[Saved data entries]
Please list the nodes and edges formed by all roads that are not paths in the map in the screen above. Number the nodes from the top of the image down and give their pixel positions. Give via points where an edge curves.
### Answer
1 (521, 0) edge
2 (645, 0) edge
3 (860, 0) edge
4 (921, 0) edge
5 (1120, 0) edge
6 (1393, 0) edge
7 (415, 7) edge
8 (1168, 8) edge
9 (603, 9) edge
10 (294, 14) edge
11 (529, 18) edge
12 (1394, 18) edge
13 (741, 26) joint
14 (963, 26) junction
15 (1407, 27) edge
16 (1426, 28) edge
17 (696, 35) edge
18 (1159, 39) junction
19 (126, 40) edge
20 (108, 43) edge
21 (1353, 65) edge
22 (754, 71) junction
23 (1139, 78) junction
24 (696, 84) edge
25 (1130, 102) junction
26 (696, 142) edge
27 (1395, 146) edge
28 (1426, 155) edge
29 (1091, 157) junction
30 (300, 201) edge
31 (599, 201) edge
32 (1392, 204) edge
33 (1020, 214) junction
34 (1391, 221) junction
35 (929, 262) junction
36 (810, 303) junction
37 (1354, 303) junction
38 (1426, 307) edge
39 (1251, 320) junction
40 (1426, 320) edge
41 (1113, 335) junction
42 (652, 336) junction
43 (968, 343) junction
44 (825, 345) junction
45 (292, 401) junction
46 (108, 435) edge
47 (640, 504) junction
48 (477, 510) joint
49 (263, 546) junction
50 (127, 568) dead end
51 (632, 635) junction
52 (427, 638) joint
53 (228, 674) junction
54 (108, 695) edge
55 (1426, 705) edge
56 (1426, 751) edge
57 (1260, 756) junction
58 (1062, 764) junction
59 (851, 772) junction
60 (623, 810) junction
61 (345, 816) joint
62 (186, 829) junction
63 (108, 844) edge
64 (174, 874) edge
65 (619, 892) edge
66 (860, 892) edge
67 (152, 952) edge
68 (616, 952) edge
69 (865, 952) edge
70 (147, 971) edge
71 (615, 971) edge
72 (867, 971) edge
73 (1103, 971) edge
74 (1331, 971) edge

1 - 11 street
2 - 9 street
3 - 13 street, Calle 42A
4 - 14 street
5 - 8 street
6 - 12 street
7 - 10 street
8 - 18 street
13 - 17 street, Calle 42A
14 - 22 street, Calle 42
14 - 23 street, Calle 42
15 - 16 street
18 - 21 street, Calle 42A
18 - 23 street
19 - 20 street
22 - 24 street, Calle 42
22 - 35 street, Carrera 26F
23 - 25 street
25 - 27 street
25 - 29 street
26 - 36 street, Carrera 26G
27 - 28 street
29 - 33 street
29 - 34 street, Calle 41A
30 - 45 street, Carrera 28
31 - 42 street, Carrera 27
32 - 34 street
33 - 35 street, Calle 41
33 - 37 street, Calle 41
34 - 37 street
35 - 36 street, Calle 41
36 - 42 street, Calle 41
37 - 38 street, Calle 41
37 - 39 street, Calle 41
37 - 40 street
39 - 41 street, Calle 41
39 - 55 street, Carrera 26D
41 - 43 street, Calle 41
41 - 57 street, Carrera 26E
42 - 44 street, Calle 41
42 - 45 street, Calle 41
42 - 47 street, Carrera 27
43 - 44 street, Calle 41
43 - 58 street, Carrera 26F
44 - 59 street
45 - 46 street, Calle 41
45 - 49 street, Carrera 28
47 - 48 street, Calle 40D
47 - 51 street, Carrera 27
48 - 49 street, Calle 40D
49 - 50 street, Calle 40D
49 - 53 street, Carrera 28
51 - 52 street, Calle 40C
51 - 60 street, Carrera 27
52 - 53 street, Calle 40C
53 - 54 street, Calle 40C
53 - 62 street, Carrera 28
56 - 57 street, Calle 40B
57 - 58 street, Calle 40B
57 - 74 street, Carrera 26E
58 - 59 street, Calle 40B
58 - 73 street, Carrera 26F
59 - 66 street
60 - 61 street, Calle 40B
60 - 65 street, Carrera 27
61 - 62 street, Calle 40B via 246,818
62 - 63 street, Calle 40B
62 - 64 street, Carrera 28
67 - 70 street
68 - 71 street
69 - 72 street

What you need to do >> Tell how many lines in the entries above include the string "joint", and write nothing but the number.

Answer space >> 4